Frequently Asked Questions
How long do you get for the AP Lang rhetorical analysis essay?
The recommended time is 40 minutes. It's Question 2 of the free-response section, which gives you 2 hours and 15 minutes total (including a 15-minute reading period) for all three essays and counts for 55% of your exam score.
How is the AP Lang rhetorical analysis essay scored?
It's scored out of 6 points on three rubric rows: Thesis (0-1), Evidence and Commentary (0-4), and Sophistication (0-1).
What earns the sophistication point on the rhetorical analysis?
The sophistication point (Row C, 0-1) rewards a response that demonstrates complexity across the whole essay, not one fancy sentence. The most reliable routes are explaining why the writer's choices fit this specific audience and moment, analyzing tensions in how the passage works, or sustaining a vivid, persuasive style.

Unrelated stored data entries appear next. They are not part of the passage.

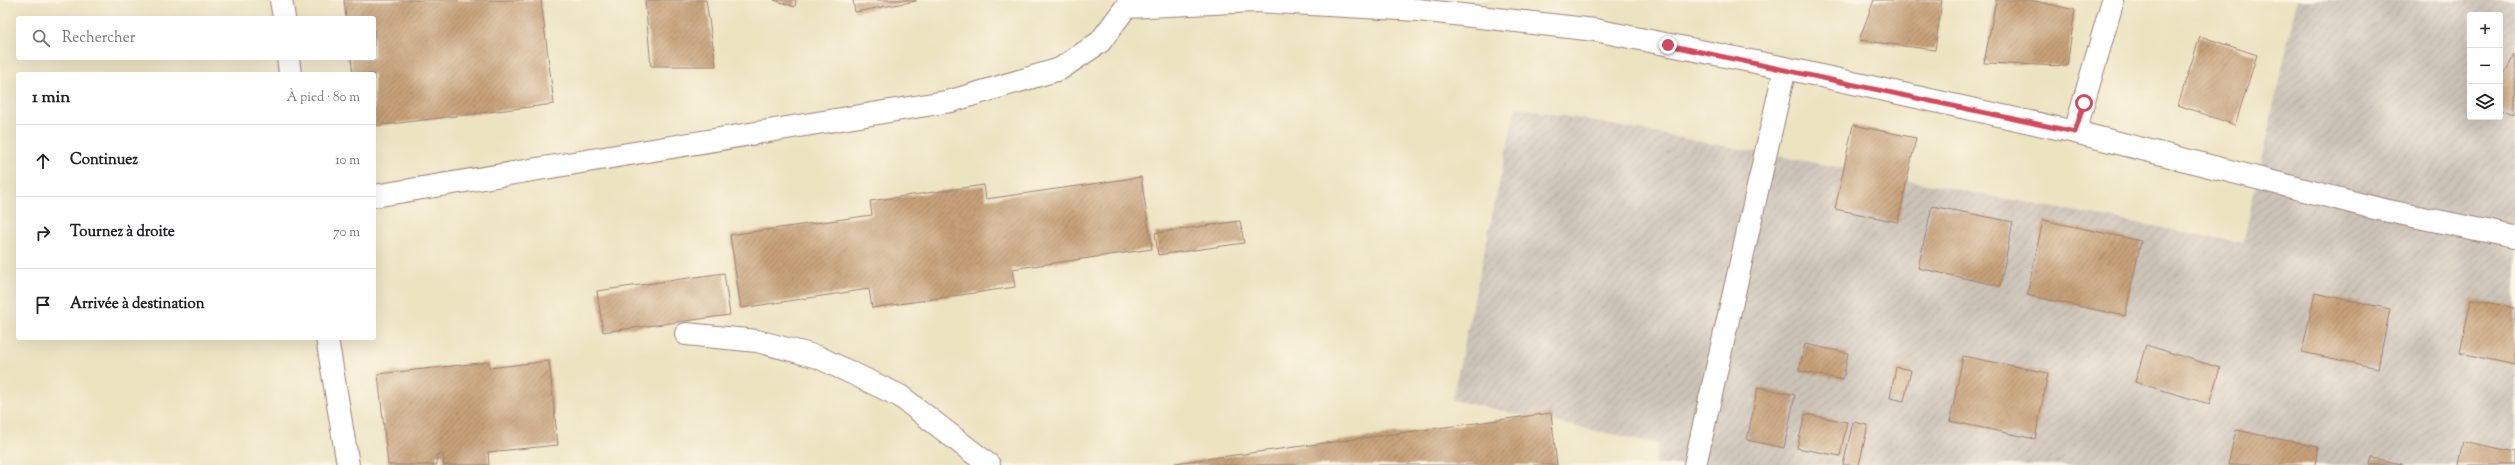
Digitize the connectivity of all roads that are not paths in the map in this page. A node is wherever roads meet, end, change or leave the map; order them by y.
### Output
1 (281, 0) edge
2 (2113, 0) edge
3 (1125, 3) edge
4 (284, 16) edge
5 (288, 60) edge
6 (1786, 68) junction
7 (290, 72) edge
8 (2075, 132) junction
9 (376, 196) edge
10 (2515, 237) edge
11 (686, 334) dead end
12 (327, 340) edge
13 (348, 465) edge
14 (989, 465) edge
15 (1695, 465) edge

1 - 4 street
2 - 8 street
3 - 6 street
3 - 9 street
5 - 7 street
6 - 8 street
6 - 15 street
8 - 10 street
11 - 14 street
12 - 13 street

How many rhetorical devices should I analyze in the AP Lang essay?
Quality over quantity, but the rubric requires more than one. The 4-point Evidence row asks for analysis of multiple rhetorical choices, so plan for 2-3 choices examined deeply with commentary on effect and purpose. Three choices analyzed brilliantly beats six devices name-dropped in a list.
What kind of passage is on the AP Lang rhetorical analysis?
You'll get a nonfiction prose passage of roughly 600 to 800 words, often a speech, public letter, cultural criticism, or personal essay with a public purpose. The prompt always provides background on the rhetorical situation and asks you to analyze the rhetorical choices the writer makes to convey a message or achieve a purpose.